The Credit Crisis Financial Stocks Short Journal

Discussion in 'Journals' started by Daal, Aug 14, 2008.

  1. Daal

    Daal

    Covered WFC yesterday, I rather play the banking sector though weaker names. Particulary JPM(which Roubini is claiming could end up as bad as C if his economic forecast is right), GS, and perhaps BOKF(lots of commercial real estate)

    The Dow Jones is having its worst start since 1900. This comes after a stock market crash in Oct and its the 2nd top to bottom decline ever. So the stock market clearly thinks 'this is different', the credit market is already there and a number of private investors are also joinning a depression camp
     
    #201     Mar 4, 2009
  2. Daal

    Daal

    Interesntly enough. Robert Barro just had an op-ed on the WSJ saying something similar
    http://online.wsj.com/article/SB123612575524423967.html

    'Our data reveal 251 stock-market crashes (defined as cumulative real returns of -25% or less) and 97 depressions. In 71 cases, the timing of a market crash matched up to a depression.'

    The only disagreement I would have with his article is that he seems to argue that a stock market crash is only a predictive element for a depression, when in fact it also helps to CREATE one through both wealth effect of lower consumer spending(as extensive reseach shows) and lower corporate investment as greenspan work's has demonstrated
     
    #202     Mar 4, 2009

  3. Bingo!

    We are really seeing this in the wake of the government conversion of preferred to common of Citi.

    The insurance cos are in meltdown mode. With losses from holdings of bank securities along with large obligations on variable annuities tied to s&p performance.

    Honestly I don't see how this can go on. We are one step away from "THE END"

    The government is in a corner and "may" take radical action.

    Probably not a great time to be short.:confused:
     
    #203     Mar 7, 2009
  4. Daal

    Daal

    It scares the crap out of me to see that the stock market performance is the worst ever for the amount of time it went for
    http://www.smartmoney.com/Investing/Economy/Even-Worse-Than-the-Great-Depression/#

    Meanwhile we had 0% rates, fiscal packages, no major protectionist move, bank recaps(which in the 30's it took till 33 I believe) and yet the market is worst than during the 30's where money was tighter, smoot-hawley had already passed (although its effects werent fully on yet) and the treasury secretary was an austrian 'let it collapse' type

    That could mean that animal spirits are even worse now and people are panicking or that leverage and global connections are bigger and that is having an impact
    Either way I'm getting more scared everyday
     
    #204     Mar 7, 2009
  5. It's gonna take something massive/controversial to break the downgrade death spiral.

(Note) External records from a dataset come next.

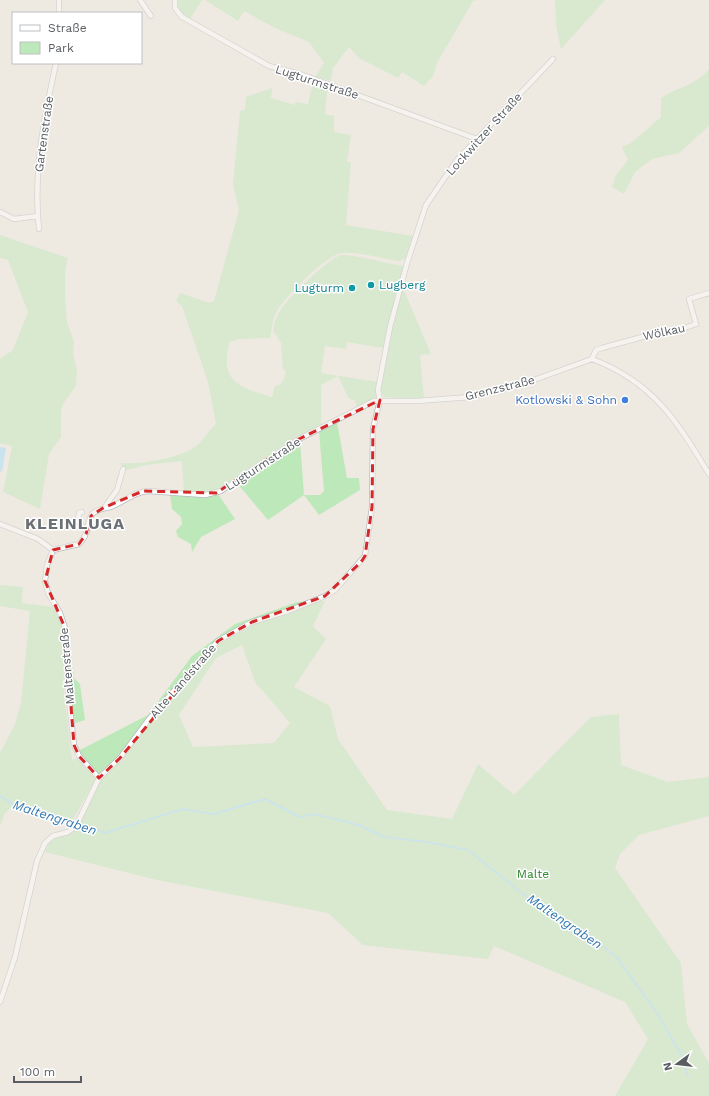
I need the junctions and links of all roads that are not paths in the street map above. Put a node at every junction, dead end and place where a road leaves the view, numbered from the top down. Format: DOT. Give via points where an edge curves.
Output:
graph roads {
  1 [pos="59,0"];
  2 [pos="140,0"];
  3 [pos="175,0"];
  4 [pos="59,12"];
  5 [pos="151,16"];
  6 [pos="553,59"];
  7 [pos="56,64"];
  8 [pos="477,139"];
  9 [pos="0,212"];
  10 [pos="38,216"];
  11 [pos="39,228"];
  12 [pos="709,293"];
  13 [pos="592,359"];
  14 [pos="380,400"];
  15 [pos="123,469"];
  16 [pos="709,474"];
  17 [pos="104,508"];
  18 [pos="82,512"];
  19 [pos="0,524"];
  20 [pos="87,531"];
  21 [pos="52,550"];
  22 [pos="98,778"];
  23 [pos="0,1002"];
  1 -- 4 [label="street"];
  2 -- 5 [label="street"];
  3 -- 8 [label="street, Lugturmstraße" via="175,8 182,17 269,66 303,75"];
  6 -- 8 [label="street, Lockwitzer Straße"];
  7 -- 10 [label="street, Gartenstraße" via="41,136"];
  8 -- 14 [label="street, Lockwitzer Straße" via="457,160 435,190 422,215 390,327 378,390"];
  9 -- 10 [label="street" via="14,219"];
  10 -- 11 [label="street, Gartenstraße"];
  12 -- 13 [label="street, Wölkau" via="689,299 696,324 596,350"];
  13 -- 14 [label="street, Grenzstraße" via="517,386 470,397 417,401"];
  13 -- 16 [label="street" via="626,376 664,406"];
  14 -- 17 [label="street, Lugturmstraße" via="299,439 221,491 205,494 143,491 112,507"];
  14 -- 22 [label="street, Alte Landstraße" via="373,429 372,508 365,556 361,562 335,590 325,596 252,622 218,641 150,719 120,758"];
  15 -- 17 [label="street" via="115,493"];
  17 -- 20 [label="street, Lugturmstraße" via="91,516"];
  18 -- 20 [label="street" via="78,517 79,524"];
  19 -- 21 [label="street" via="38,539"];
  20 -- 21 [label="street" via="79,544"];
  21 -- 22 [label="street, Maltenstraße" via="45,581 64,628 74,745 79,756"];
  22 -- 23 [label="street, Alte Landstraße" via="77,822 68,832 49,838 40,851 15,957"];
}
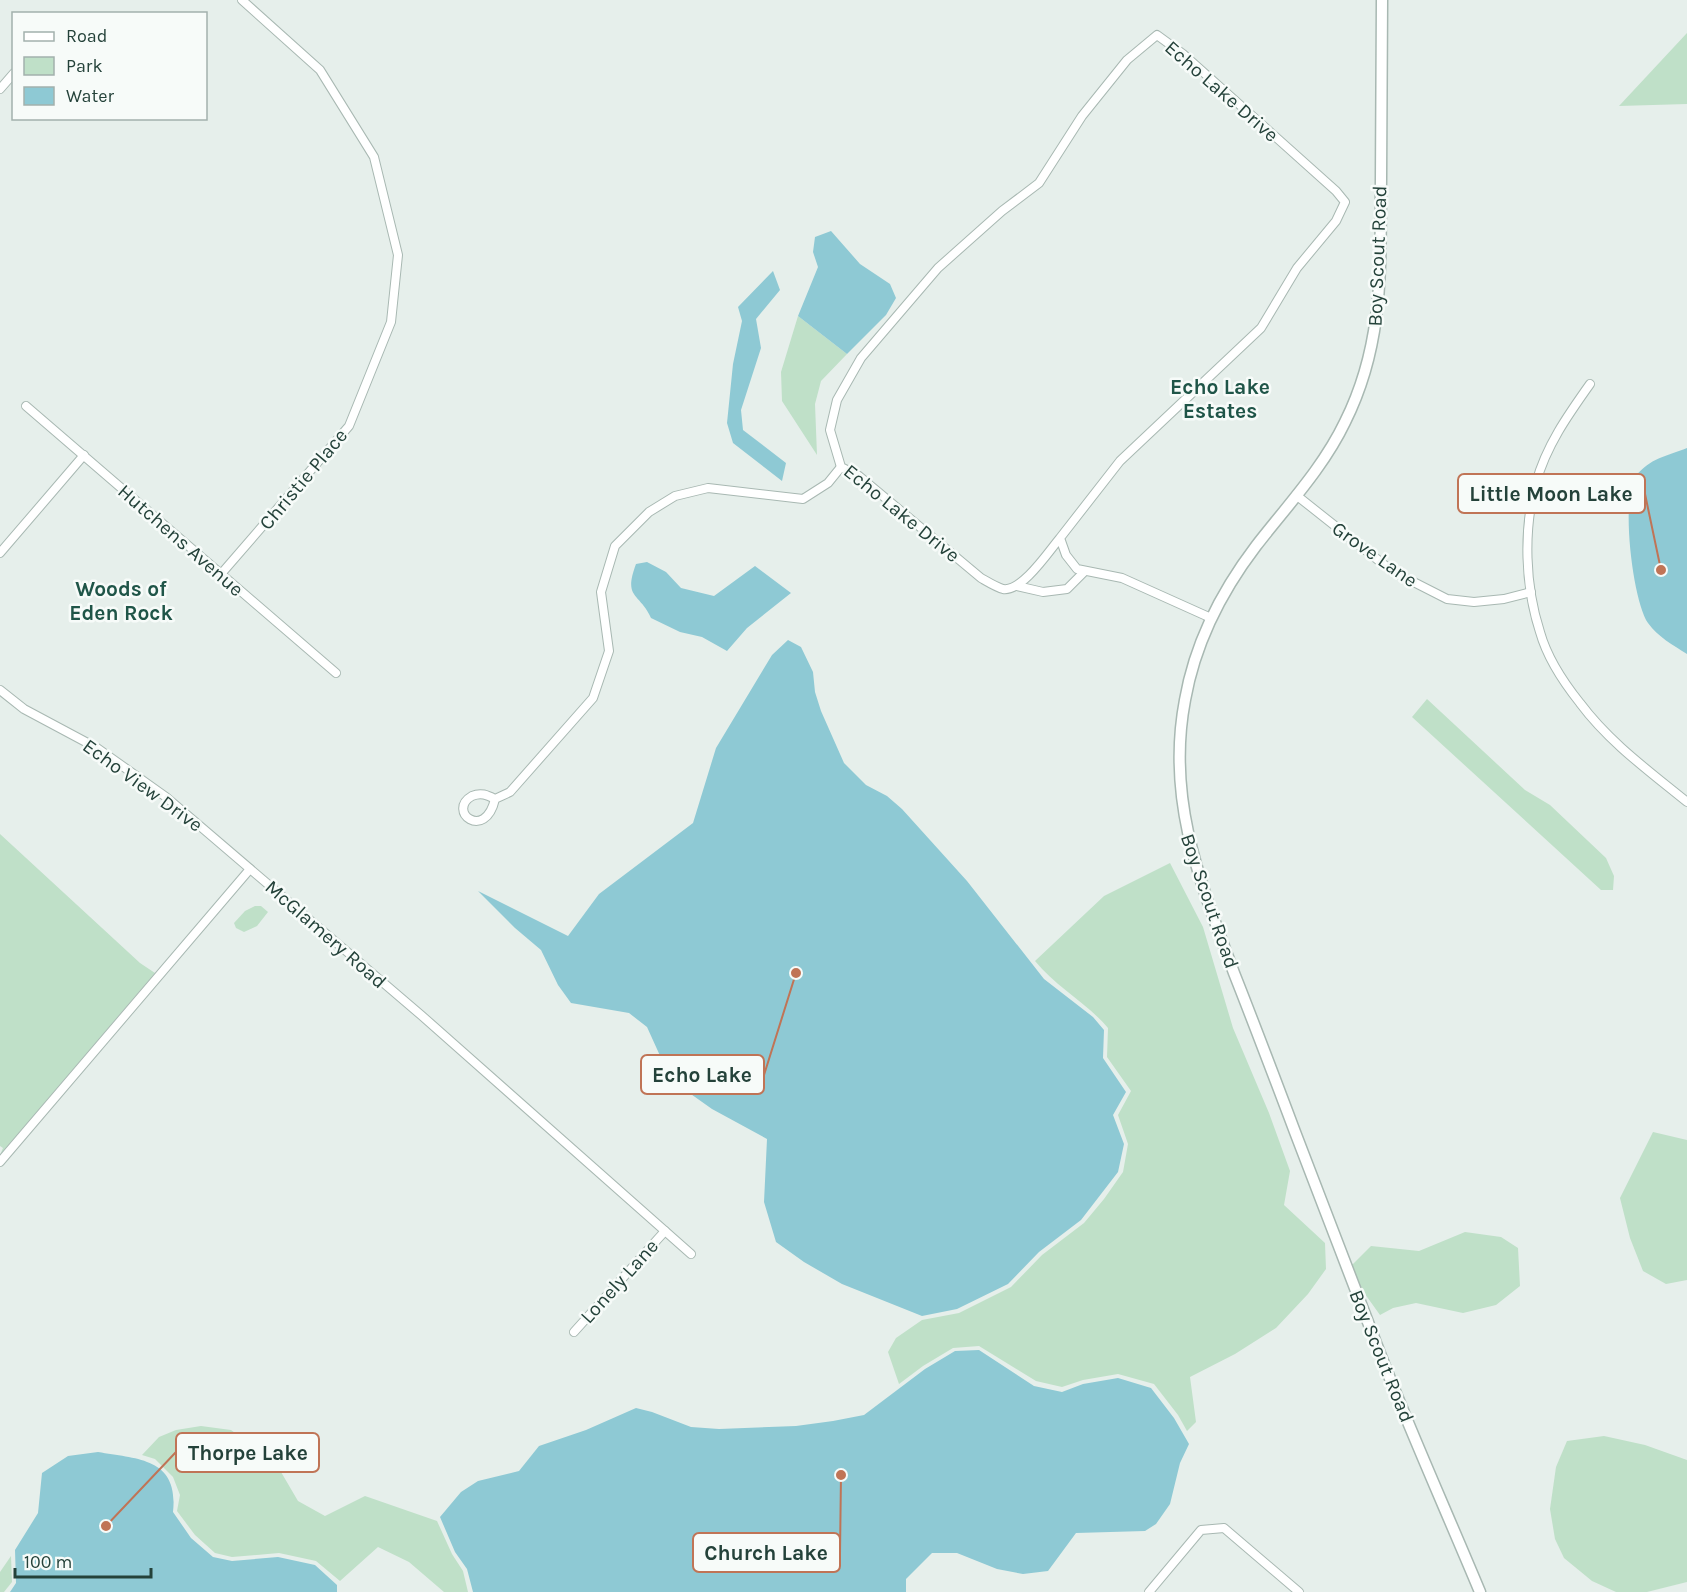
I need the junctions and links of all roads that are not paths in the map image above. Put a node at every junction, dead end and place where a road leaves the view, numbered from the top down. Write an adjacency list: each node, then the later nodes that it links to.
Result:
1 (242, 0): 13 (street, Christie Place)
2 (1382, 0): 9 (street, Boy Scout Road)
3 (12, 75): 4 (street)
4 (0, 89)
5 (1590, 384): 15 (street)
6 (26, 406): 7 (street, Hutchens Avenue)
7 (84, 455): 11 (street); 13 (street, Hutchens Avenue)
8 (841, 467): 10 (street, Echo Lake Drive); 14 (street, Echo Lake Drive); 19 (street)
9 (1296, 495): 15 (street, Grove Lane); 16 (street, Boy Scout Road)
10 (1060, 538): 12 (street); 14 (street, Echo Lake Drive)
11 (0, 553)
12 (1084, 572): 14 (street, Echo Lake Drive); 16 (street)
13 (221, 574): 17 (street, Hutchens Avenue)
14 (1017, 586)
15 (1531, 592): 20 (street)
16 (1211, 618): 28 (street, Boy Scout Road)
17 (336, 674)
18 (0, 690): 21 (street, Echo View Drive)
19 (495, 799)
20 (1687, 802)
21 (250, 869): 22 (street, McGlamery Road); 23 (street, McGlamery Road)
22 (0, 1162)
23 (665, 1231): 24 (street, McGlamery Road); 25 (street, Lonely Lane)
24 (691, 1254)
25 (574, 1332)
26 (1149, 1592): 27 (street)
27 (1299, 1592)
28 (1480, 1592)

    The US government needs to realize that IT is in control and can make/change any rules it wants to preserve "the system".

    no sign of that yet though.
     
    #205     Mar 7, 2009
  6. etoile

    etoile

    Since the markets are supposedly a zero-sum game, for all the equity losses that most retailers and funds suffered, there has to be a small group on the other side of the trade who have earned tons.

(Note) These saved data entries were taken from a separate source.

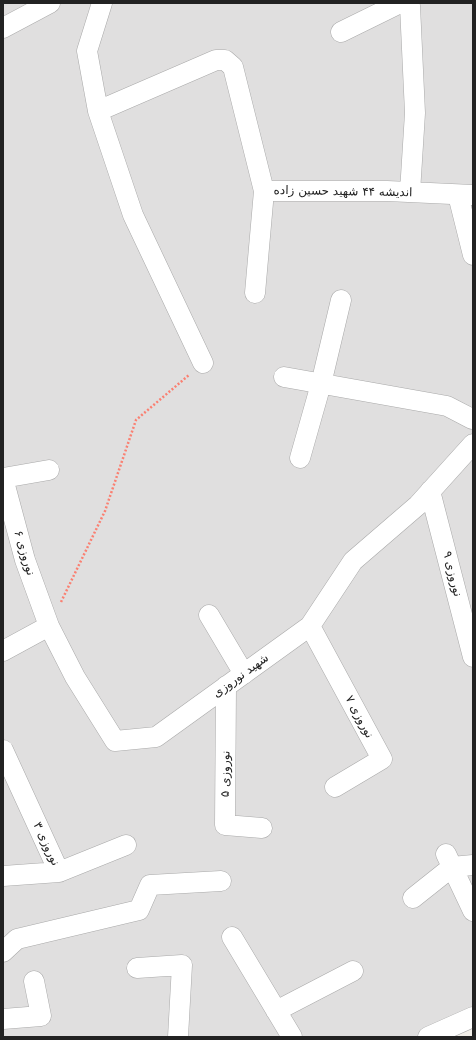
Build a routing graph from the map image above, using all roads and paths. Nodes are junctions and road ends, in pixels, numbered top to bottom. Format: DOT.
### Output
graph roads {
  1 [pos="50,3"];
  2 [pos="102,3"];
  3 [pos="400,3"];
  4 [pos="407,3"];
  5 [pos="3,28"];
  6 [pos="341,32"];
  7 [pos="98,111"];
  8 [pos="264,191"];
  9 [pos="410,192"];
  10 [pos="466,195"];
  11 [pos="473,256"];
  12 [pos="255,293"];
  13 [pos="341,300"];
  14 [pos="203,363"];
  15 [pos="284,377"];
  16 [pos="320,384"];
  17 [pos="473,421"];
  18 [pos="473,444"];
  19 [pos="300,458"];
  20 [pos="49,470"];
  21 [pos="430,491"];
  22 [pos="209,615"];
  23 [pos="49,626"];
  24 [pos="310,626"];
  25 [pos="3,652"];
  26 [pos="473,657"];
  27 [pos="244,674"];
  28 [pos="226,686"];
  29 [pos="3,750"];
  30 [pos="335,787"];
  31 [pos="262,828"];
  32 [pos="126,845"];
  33 [pos="449,861"];
  34 [pos="473,865"];
  35 [pos="59,872"];
  36 [pos="3,876"];
  37 [pos="221,881"];
  38 [pos="413,898"];
  39 [pos="473,911"];
  40 [pos="232,937"];
  41 [pos="3,952"];
  42 [pos="137,968"];
  43 [pos="353,971"];
  44 [pos="34,981"];
  45 [pos="276,1011"];
  46 [pos="473,1017"];
  47 [pos="3,1019"];
  48 [pos="178,1037"];
  49 [pos="292,1037"];
  50 [pos="428,1037"];
  1 -- 5 [label="street"];
  2 -- 7 [label="street"];
  3 -- 6 [label="street"];
  4 -- 9 [label="street"];
  7 -- 8 [label="street, اندیشه ۴۴ شهید حسین زاده"];
  7 -- 14 [label="street"];
  8 -- 9 [label="street, اندیشه ۴۴ شهید حسین زاده"];
  8 -- 12 [label="street"];
  9 -- 10 [label="street, اندیشه ۴۴ شهید حسین زاده"];
  10 -- 11 [label="street"];
  13 -- 16 [label="street"];
  14 -- 23 [label="path"];
  15 -- 16 [label="street"];
  16 -- 17 [label="street"];
  16 -- 19 [label="street"];
  18 -- 21 [label="street, شهید نوروزی"];
  20 -- 23 [label="street, نوروزی ۶"];
  21 -- 24 [label="street, شهید نوروزی"];
  21 -- 26 [label="street, نوروزی ۹"];
  22 -- 27 [label="street"];
  23 -- 25 [label="street"];
  23 -- 28 [label="street, شهید نوروزی"];
  24 -- 27 [label="street, شهید نوروزی"];
  24 -- 30 [label="street, نوروزی ۷"];
  27 -- 28 [label="street, شهید نوروزی"];
  28 -- 31 [label="street, نوروزی ۵"];
  29 -- 35 [label="street, نوروزی ۳"];
  32 -- 35 [label="street, نوروزی ۳"];
  33 -- 34 [label="street"];
  33 -- 38 [label="street"];
  33 -- 39 [label="street"];
  35 -- 36 [label="street"];
  37 -- 41 [label="street"];
  40 -- 45 [label="street"];
  42 -- 48 [label="street"];
  43 -- 45 [label="street"];
  44 -- 47 [label="street"];
  45 -- 49 [label="street"];
  46 -- 50 [label="street"];
}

    The question is, where have they parked their money?
     
    #206     Mar 8, 2009
  7. Cutten

    Cutten

    No there doesn't. The world is net long investment assets. The number and size of shorts is tiny in comparison.

    The people who have 'earned' money are those who were not invested, and can now buy stocks, houses, corp bonds or luxury cars for far less than 18 months ago, and the 3 people who were short and stayed short all the way down through every 20-30% rally, and who don't also go bust when the S&P finally doubles in 6 months off the bottom.

    As for when it will end: PE of 6 or lower, yield of 10%+ on blue chips. Stocks at <0.5 times book value. When sentiment reaches the point of maximum pessimism. When houses sell for 2 times average earnings, and 60% of replacement cost. When everyone who can't hold on is forced to sell and finally liquidates. When every buy & holder goes to cash. When every baby boomer has their ludicrous naive beliefs about the markets shattered. When most of the financial system is finally liquidated. Most importantly, when a bull market starts again.
     
    #207     Mar 9, 2009
  8. Daal

    Daal

    Think of a prison with 100 people inside. The total money supply of this economy is $10,000.
    Lets say during a bubble period lets say the price of cigarretes of this economy goes from $1 a pack to $50 a pack, the means the amount of money exchanged for that pack goes up but the money supply never changes.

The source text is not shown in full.